* **ACTIVITY**:
Skip the pictures. Repeat everything else in the records word for word.

* **DATA SUPPLIED**:
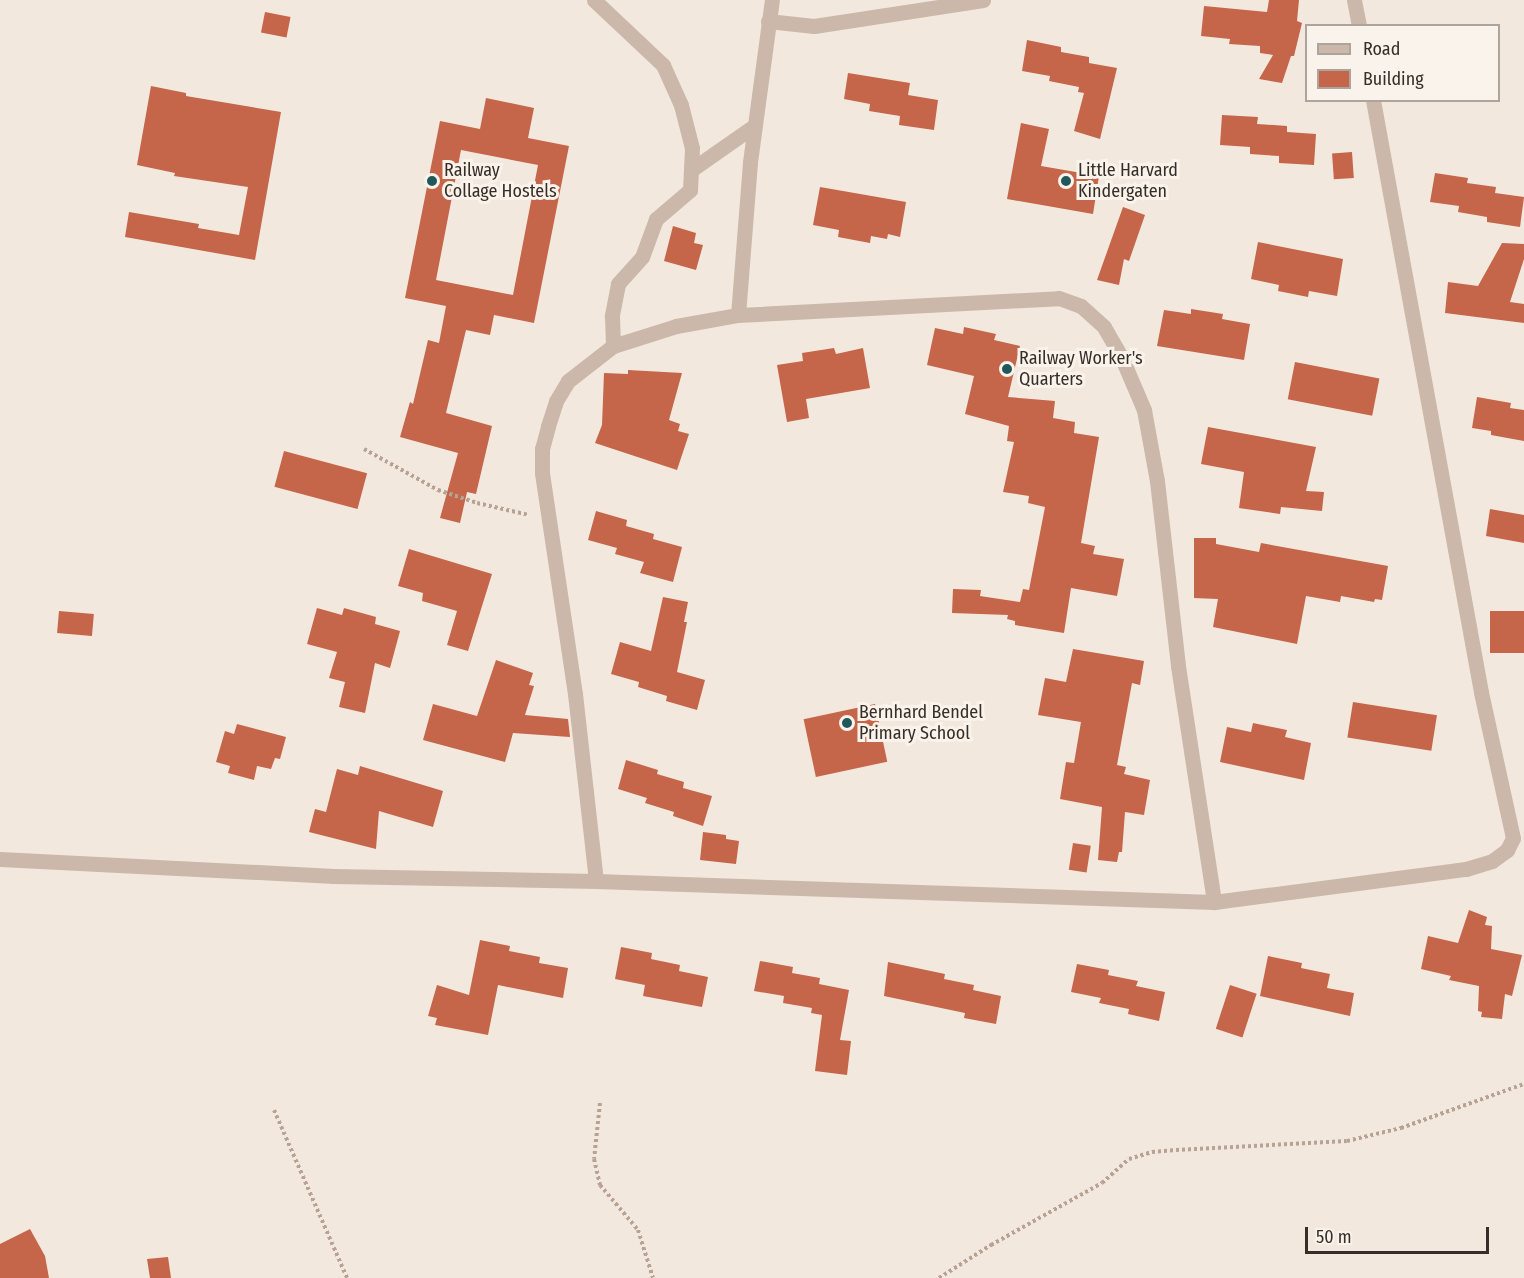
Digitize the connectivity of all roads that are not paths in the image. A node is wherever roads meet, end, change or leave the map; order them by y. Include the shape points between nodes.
1 (594, 0) edge
2 (772, 0) edge
3 (983, 0) edge
4 (1354, 0) edge
5 (768, 21) junction
6 (1359, 24) edge
7 (1373, 102) edge
8 (754, 126) junction
9 (691, 170) junction
10 (738, 315) junction
11 (613, 346) junction
12 (0, 859) edge
13 (596, 881) junction
14 (1214, 902) junction

1 - 9 street via 663,65 681,105 692,148
2 - 5 street
3 - 5 street via 814,26
4 - 6 street
5 - 8 street
7 - 14 street via 1481,692 1513,838 1507,850 1492,861 1466,869
8 - 9 street
8 - 10 street
9 - 11 street via 690,190 656,219 642,257 618,284 612,316
10 - 11 street via 676,326
10 - 14 street via 1059,298 1081,306 1104,327 1144,410
11 - 13 street via 568,381 556,401 542,449 544,496 551,518 575,694
12 - 13 street via 334,876
13 - 14 street

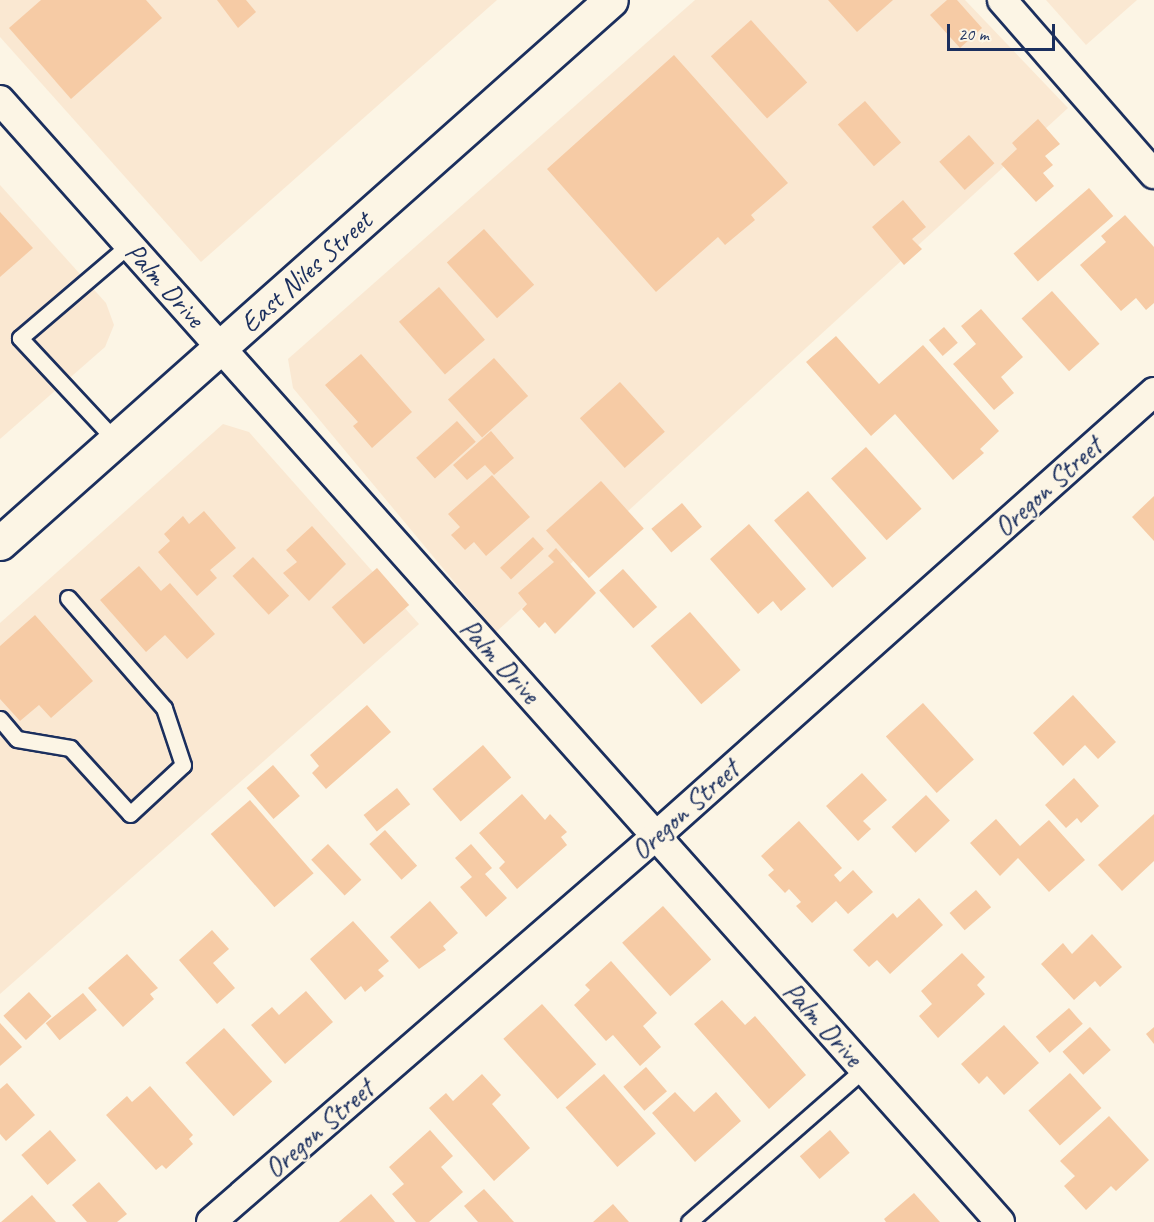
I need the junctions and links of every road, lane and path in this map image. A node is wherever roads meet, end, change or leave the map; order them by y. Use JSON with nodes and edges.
{"nodes":[{"id":1,"x":611,"y":0,"type":"edge"},
{"id":2,"x":1002,"y":0,"type":"edge"},
{"id":3,"x":0,"y":100,"type":"edge"},
{"id":4,"x":1154,"y":174,"type":"edge"},
{"id":5,"x":129,"y":245,"type":"junction"},
{"id":6,"x":221,"y":348,"type":"junction"},
{"id":7,"x":1154,"y":392,"type":"edge"},
{"id":8,"x":116,"y":441,"type":"junction"},
{"id":9,"x":0,"y":543,"type":"edge"},
{"id":10,"x":68,"y":598,"type":"dead end"},
{"id":11,"x":0,"y":719,"type":"edge"},
{"id":12,"x":656,"y":836,"type":"junction"},
{"id":13,"x":864,"y":1069,"type":"junction"},
{"id":14,"x":212,"y":1222,"type":"edge"},
{"id":15,"x":689,"y":1222,"type":"edge"},
{"id":16,"x":1000,"y":1222,"type":"edge"}],
"edges":[{"from":1,"to":6,"type":"main road","name":"East Niles Street"},
{"from":2,"to":4,"type":"street"},
{"from":3,"to":5,"type":"street","name":"Palm Drive"},
{"from":5,"to":6,"type":"street","name":"Palm Drive"},
{"from":5,"to":8,"type":"lane"},
{"from":6,"to":8,"type":"main road","name":"East Niles Street"},
{"from":6,"to":12,"type":"street","name":"Palm Drive"},
{"from":7,"to":12,"type":"street","name":"Oregon Street"},
{"from":8,"to":9,"type":"main road","name":"East Niles Street"},
{"from":10,"to":11,"type":"lane"},
{"from":12,"to":13,"type":"street","name":"Palm Drive"},
{"from":12,"to":14,"type":"street","name":"Oregon Street"},
{"from":13,"to":15,"type":"lane"},
{"from":13,"to":16,"type":"street","name":"Palm Drive"}]}
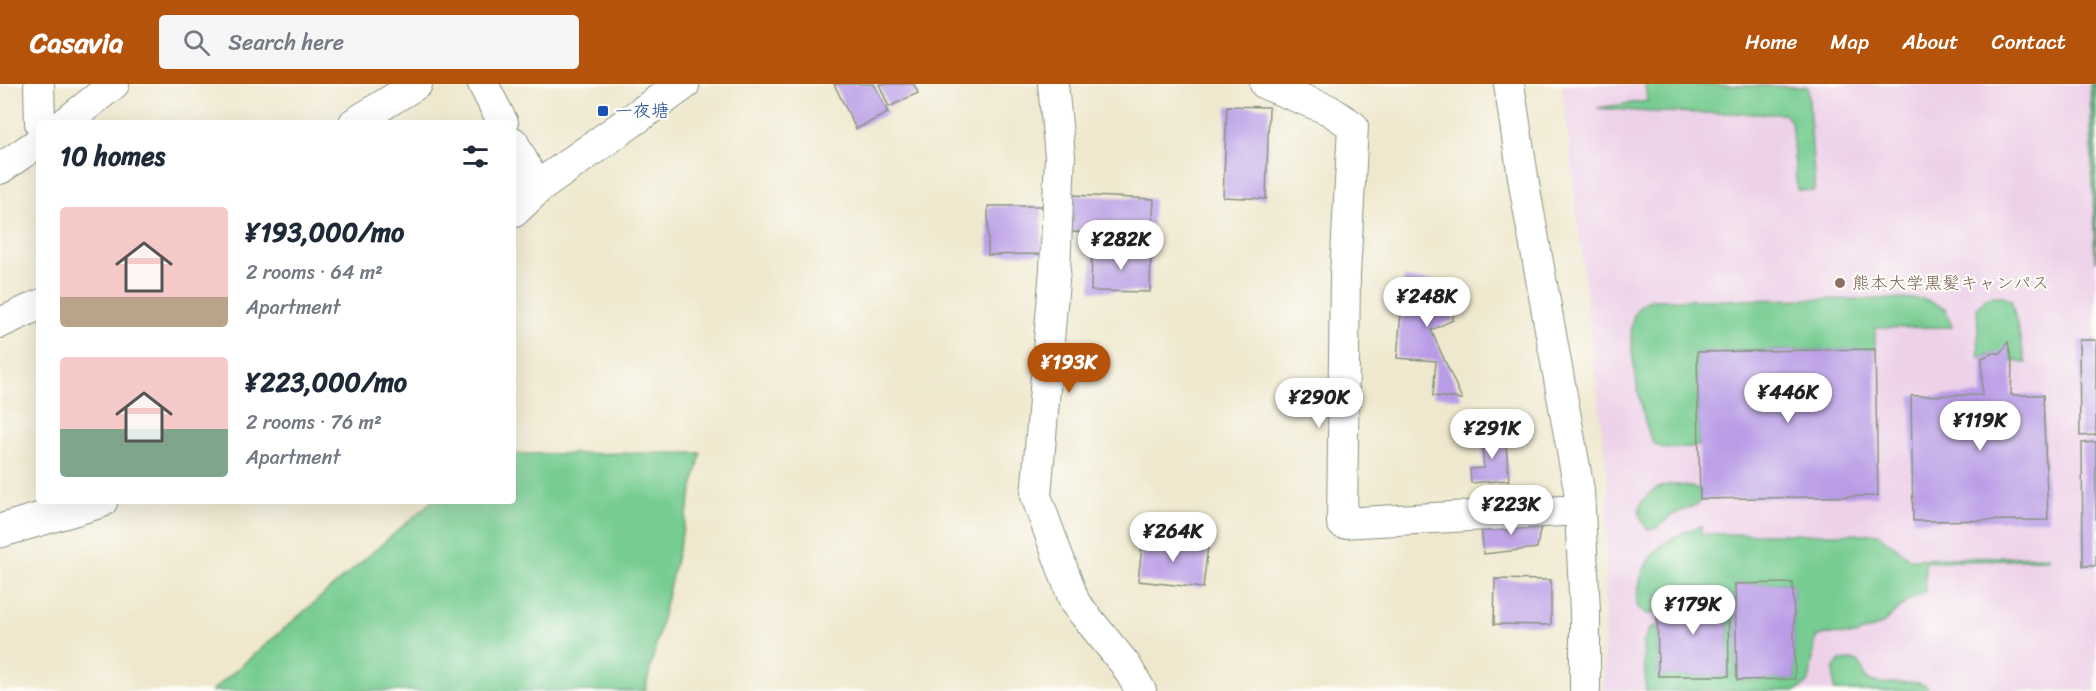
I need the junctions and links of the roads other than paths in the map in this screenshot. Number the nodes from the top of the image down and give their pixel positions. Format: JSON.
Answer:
{"nodes":[{"id":1,"x":39,"y":84,"type":"edge"},
{"id":2,"x":114,"y":84,"type":"edge"},
{"id":3,"x":417,"y":84,"type":"edge"},
{"id":4,"x":483,"y":84,"type":"edge"},
{"id":5,"x":683,"y":84,"type":"edge"},
{"id":6,"x":1053,"y":84,"type":"edge"},
{"id":7,"x":1265,"y":84,"type":"edge"},
{"id":8,"x":1509,"y":84,"type":"edge"},
{"id":9,"x":40,"y":120,"type":"edge"},
{"id":10,"x":69,"y":120,"type":"edge"},
{"id":11,"x":359,"y":120,"type":"edge"},
{"id":12,"x":501,"y":120,"type":"edge"},
{"id":13,"x":36,"y":144,"type":"edge"},
{"id":14,"x":516,"y":148,"type":"edge"},
{"id":15,"x":0,"y":169,"type":"edge"},
{"id":16,"x":537,"y":188,"type":"junction"},
{"id":17,"x":516,"y":208,"type":"edge"},
{"id":18,"x":36,"y":306,"type":"edge"},
{"id":19,"x":0,"y":322,"type":"edge"},
{"id":20,"x":91,"y":504,"type":"edge"},
{"id":21,"x":1580,"y":510,"type":"junction"},
{"id":22,"x":0,"y":531,"type":"edge"},
{"id":23,"x":1141,"y":691,"type":"edge"},
{"id":24,"x":1585,"y":691,"type":"edge"}],
"edges":[{"from":1,"to":9,"type":"street"},
{"from":2,"to":10,"type":"street"},
{"from":3,"to":11,"type":"street"},
{"from":4,"to":12,"type":"street"},
{"from":5,"to":16,"type":"main road"},
{"from":6,"to":23,"type":"street"},
{"from":7,"to":21,"type":"street"},
{"from":8,"to":21,"type":"street"},
{"from":13,"to":15,"type":"street"},
{"from":14,"to":16,"type":"street"},
{"from":16,"to":17,"type":"main road"},
{"from":18,"to":19,"type":"street"},
{"from":20,"to":22,"type":"main road"},
{"from":21,"to":24,"type":"street"}]}
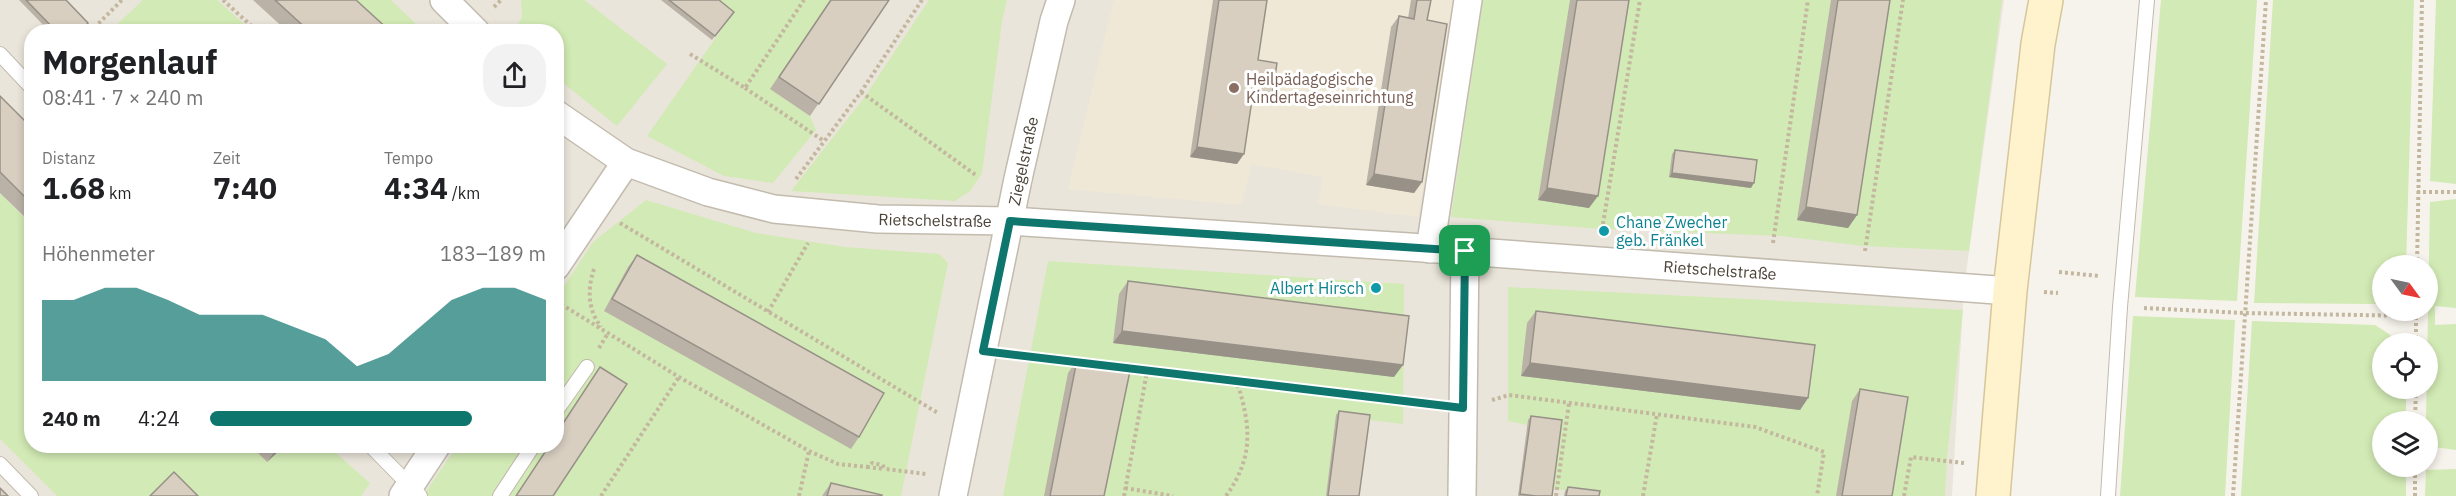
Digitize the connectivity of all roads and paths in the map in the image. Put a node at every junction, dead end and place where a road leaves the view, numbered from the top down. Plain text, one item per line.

* **EXERCISE OUTPUT**:
Digitize the connectivity of all roads that are not paths in the image. A node is wherever roads meet, end, change or leave the map; order them by y. Include the shape points between nodes.
1 (594, 0) edge
2 (772, 0) edge
3 (983, 0) edge
4 (1354, 0) edge
5 (768, 21) junction
6 (1359, 24) edge
7 (1373, 102) edge
8 (754, 126) junction
9 (691, 170) junction
10 (738, 315) junction
11 (613, 346) junction
12 (0, 859) edge
13 (596, 881) junction
14 (1214, 902) junction

1 - 9 street via 663,65 681,105 692,148
2 - 5 street
3 - 5 street via 814,26
4 - 6 street
5 - 8 street
7 - 14 street via 1481,692 1513,838 1507,850 1492,861 1466,869
8 - 9 street
8 - 10 street
9 - 11 street via 690,190 656,219 642,257 618,284 612,316
10 - 11 street via 676,326
10 - 14 street via 1059,298 1081,306 1104,327 1144,410
11 - 13 street via 568,381 556,401 542,449 544,496 551,518 575,694
12 - 13 street via 334,876
13 - 14 street

I need the junctions and links of every road, lane and path in this map image. A node is wherever roads meet, end, change or leave the map; order them by y. Use JSON with nodes and edges.
{"nodes":[{"id":1,"x":611,"y":0,"type":"edge"},
{"id":2,"x":1002,"y":0,"type":"edge"},
{"id":3,"x":0,"y":100,"type":"edge"},
{"id":4,"x":1154,"y":174,"type":"edge"},
{"id":5,"x":129,"y":245,"type":"junction"},
{"id":6,"x":221,"y":348,"type":"junction"},
{"id":7,"x":1154,"y":392,"type":"edge"},
{"id":8,"x":116,"y":441,"type":"junction"},
{"id":9,"x":0,"y":543,"type":"edge"},
{"id":10,"x":68,"y":598,"type":"dead end"},
{"id":11,"x":0,"y":719,"type":"edge"},
{"id":12,"x":656,"y":836,"type":"junction"},
{"id":13,"x":864,"y":1069,"type":"junction"},
{"id":14,"x":212,"y":1222,"type":"edge"},
{"id":15,"x":689,"y":1222,"type":"edge"},
{"id":16,"x":1000,"y":1222,"type":"edge"}],
"edges":[{"from":1,"to":6,"type":"main road","name":"East Niles Street"},
{"from":2,"to":4,"type":"street"},
{"from":3,"to":5,"type":"street","name":"Palm Drive"},
{"from":5,"to":6,"type":"street","name":"Palm Drive"},
{"from":5,"to":8,"type":"lane"},
{"from":6,"to":8,"type":"main road","name":"East Niles Street"},
{"from":6,"to":12,"type":"street","name":"Palm Drive"},
{"from":7,"to":12,"type":"street","name":"Oregon Street"},
{"from":8,"to":9,"type":"main road","name":"East Niles Street"},
{"from":10,"to":11,"type":"lane"},
{"from":12,"to":13,"type":"street","name":"Palm Drive"},
{"from":12,"to":14,"type":"street","name":"Oregon Street"},
{"from":13,"to":15,"type":"lane"},
{"from":13,"to":16,"type":"street","name":"Palm Drive"}]}
I need the junctions and links of the roads other than paths in the map in this screenshot. Number the nodes from the top of the image down and give their pixel positions. Format: JSON.
Answer:
{"nodes":[{"id":1,"x":39,"y":84,"type":"edge"},
{"id":2,"x":114,"y":84,"type":"edge"},
{"id":3,"x":417,"y":84,"type":"edge"},
{"id":4,"x":483,"y":84,"type":"edge"},
{"id":5,"x":683,"y":84,"type":"edge"},
{"id":6,"x":1053,"y":84,"type":"edge"},
{"id":7,"x":1265,"y":84,"type":"edge"},
{"id":8,"x":1509,"y":84,"type":"edge"},
{"id":9,"x":40,"y":120,"type":"edge"},
{"id":10,"x":69,"y":120,"type":"edge"},
{"id":11,"x":359,"y":120,"type":"edge"},
{"id":12,"x":501,"y":120,"type":"edge"},
{"id":13,"x":36,"y":144,"type":"edge"},
{"id":14,"x":516,"y":148,"type":"edge"},
{"id":15,"x":0,"y":169,"type":"edge"},
{"id":16,"x":537,"y":188,"type":"junction"},
{"id":17,"x":516,"y":208,"type":"edge"},
{"id":18,"x":36,"y":306,"type":"edge"},
{"id":19,"x":0,"y":322,"type":"edge"},
{"id":20,"x":91,"y":504,"type":"edge"},
{"id":21,"x":1580,"y":510,"type":"junction"},
{"id":22,"x":0,"y":531,"type":"edge"},
{"id":23,"x":1141,"y":691,"type":"edge"},
{"id":24,"x":1585,"y":691,"type":"edge"}],
"edges":[{"from":1,"to":9,"type":"street"},
{"from":2,"to":10,"type":"street"},
{"from":3,"to":11,"type":"street"},
{"from":4,"to":12,"type":"street"},
{"from":5,"to":16,"type":"main road"},
{"from":6,"to":23,"type":"street"},
{"from":7,"to":21,"type":"street"},
{"from":8,"to":21,"type":"street"},
{"from":13,"to":15,"type":"street"},
{"from":14,"to":16,"type":"street"},
{"from":16,"to":17,"type":"main road"},
{"from":18,"to":19,"type":"street"},
{"from":20,"to":22,"type":"main road"},
{"from":21,"to":24,"type":"street"}]}
Digitize the connectivity of all roads and paths in the map in the image. Put a node at every junction, dead end and place where a road leaves the view, numbered from the top down. Plain text, one item per line.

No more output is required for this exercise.